[Bounding box coordinate data]
^^^^^^^^

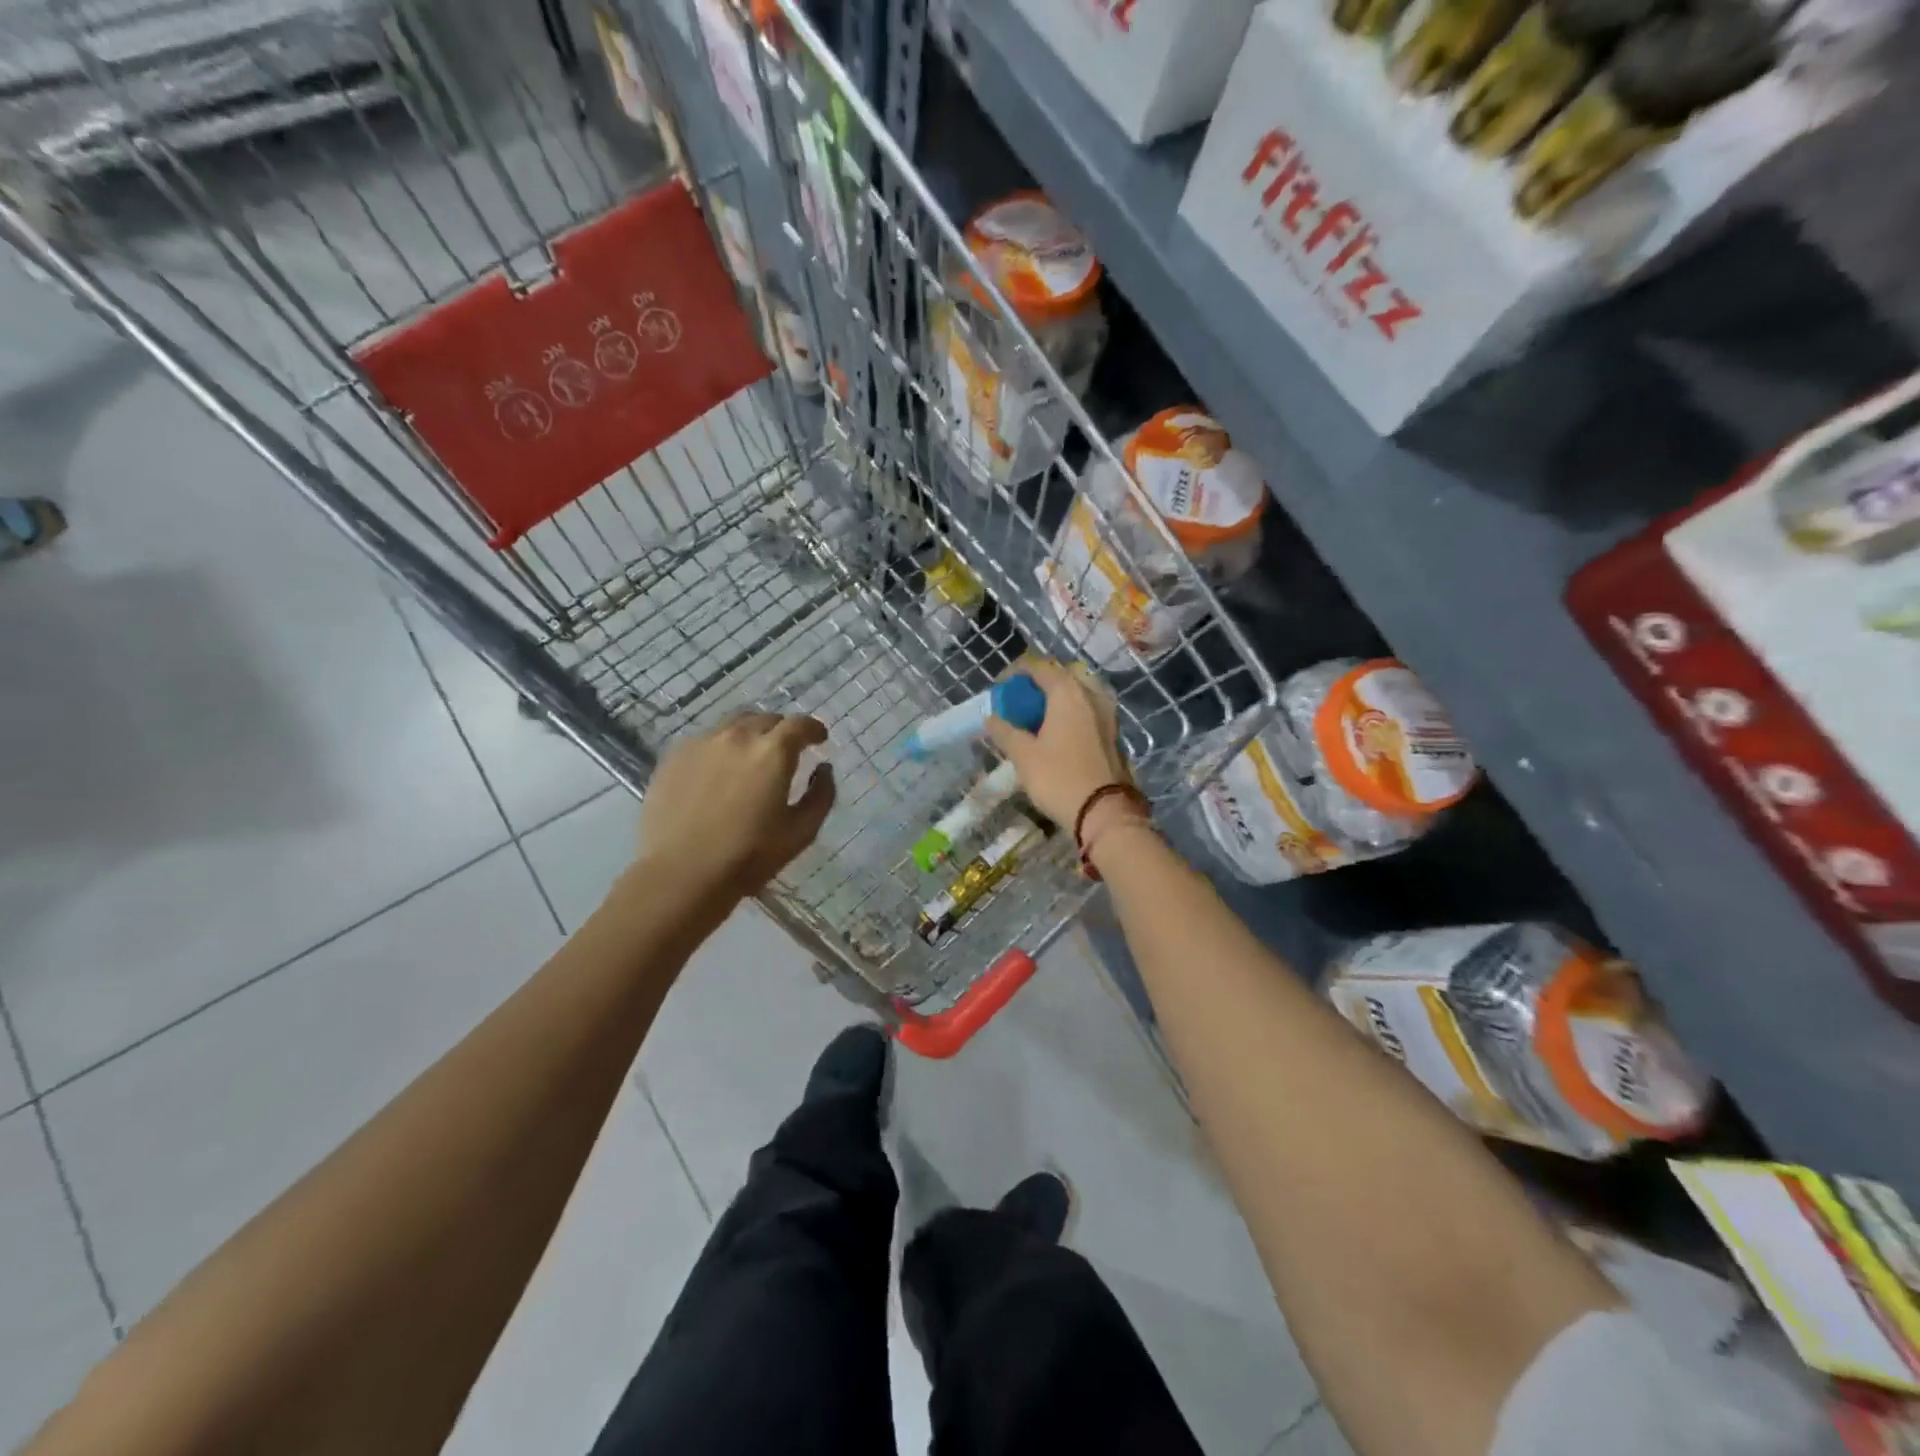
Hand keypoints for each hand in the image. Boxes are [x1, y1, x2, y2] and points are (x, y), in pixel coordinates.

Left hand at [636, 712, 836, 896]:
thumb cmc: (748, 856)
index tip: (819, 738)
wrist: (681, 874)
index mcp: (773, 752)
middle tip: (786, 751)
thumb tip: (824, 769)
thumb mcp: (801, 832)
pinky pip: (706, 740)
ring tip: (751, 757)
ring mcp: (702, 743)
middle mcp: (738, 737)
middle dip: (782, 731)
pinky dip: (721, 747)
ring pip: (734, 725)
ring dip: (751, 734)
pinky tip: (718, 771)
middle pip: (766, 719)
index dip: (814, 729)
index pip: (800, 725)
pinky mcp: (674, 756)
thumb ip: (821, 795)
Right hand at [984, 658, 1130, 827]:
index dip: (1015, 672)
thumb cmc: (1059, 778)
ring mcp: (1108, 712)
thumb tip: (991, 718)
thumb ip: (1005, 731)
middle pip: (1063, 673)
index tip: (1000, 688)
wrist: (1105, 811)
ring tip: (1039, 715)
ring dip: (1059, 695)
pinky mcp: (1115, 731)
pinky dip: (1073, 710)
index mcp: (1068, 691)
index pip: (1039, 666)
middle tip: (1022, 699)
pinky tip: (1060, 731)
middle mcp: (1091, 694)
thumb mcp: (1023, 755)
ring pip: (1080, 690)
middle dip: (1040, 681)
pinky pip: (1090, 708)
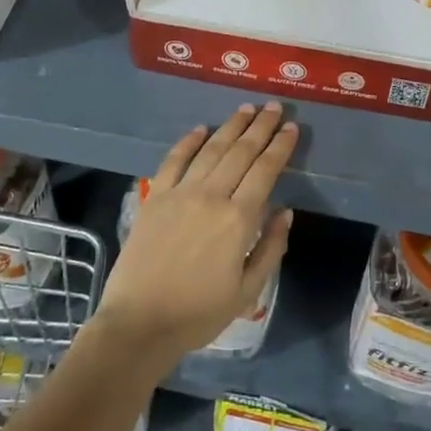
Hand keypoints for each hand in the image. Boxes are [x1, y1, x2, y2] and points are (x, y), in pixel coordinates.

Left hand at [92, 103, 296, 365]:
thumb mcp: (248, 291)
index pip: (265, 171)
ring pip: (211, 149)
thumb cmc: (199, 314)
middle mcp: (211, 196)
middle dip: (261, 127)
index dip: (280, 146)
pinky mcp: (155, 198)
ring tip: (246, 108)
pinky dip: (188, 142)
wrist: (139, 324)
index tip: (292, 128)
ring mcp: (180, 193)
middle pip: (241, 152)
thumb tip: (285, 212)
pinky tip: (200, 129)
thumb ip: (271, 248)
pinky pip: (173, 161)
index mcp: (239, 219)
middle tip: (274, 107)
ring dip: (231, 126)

^^^^^^^^

_PROBLEM REQUIREMENTS_
Quote every record above exactly, omitting any pictures they contain.

_EXERCISE SOLUTION_
Hand keypoints for each hand in the image. Boxes are [x1, y1, x2, y2] and points are (x, y), in pixel coordinates.

Left hand at [636, 712, 836, 896]:
thumb cmc: (748, 856)
index tip: (819, 738)
wrist: (681, 874)
index mcp: (773, 752)
middle tip: (786, 751)
thumb tip: (824, 769)
thumb mcp: (801, 832)
pinky pip: (706, 740)
ring tip: (751, 757)
ring mcp: (702, 743)
middle mcp: (738, 737)
middle dip: (782, 731)
pinky dip: (721, 747)
ring pip: (734, 725)
ring dip: (751, 734)
pinky tip: (718, 771)
middle pip: (766, 719)
index dip: (814, 729)
index pip: (800, 725)
pinky mcp: (674, 756)
thumb ip: (821, 795)
Right hand at [984, 658, 1130, 827]:
index dip: (1015, 672)
thumb cmc: (1059, 778)
ring mcp: (1108, 712)
thumb tip: (991, 718)
thumb ip: (1005, 731)
middle pip: (1063, 673)
index tip: (1000, 688)
wrist: (1105, 811)
ring tip: (1039, 715)
ring dip: (1059, 695)
pinky mcp: (1115, 731)
pinky dip: (1073, 710)
index mcp: (1068, 691)
index pip: (1039, 666)
middle tip: (1022, 699)
pinky tip: (1060, 731)
middle mcp: (1091, 694)
thumb mcp: (1023, 755)
ring pip: (1080, 690)
middle dip: (1040, 681)
pinky pip: (1090, 708)
Hand keypoints for each hand in the image. Boxes are [x1, y1, x2, y2] and points are (x, y), in pixel coordinates.

Left hand at [92, 103, 296, 365]:
thumb mcp: (248, 291)
index pip: (265, 171)
ring pip: (211, 149)
thumb cmc: (199, 314)
middle mcp: (211, 196)
middle dip: (261, 127)
index dip: (280, 146)
pinky mcp: (155, 198)
ring tip: (246, 108)
pinky dip: (188, 142)
wrist: (139, 324)
index tip: (292, 128)
ring mcp: (180, 193)
middle pip: (241, 152)
thumb tip: (285, 212)
pinky tip: (200, 129)
thumb ip: (271, 248)
pinky pip: (173, 161)
index mcp: (239, 219)
middle tip: (274, 107)
ring dip: (231, 126)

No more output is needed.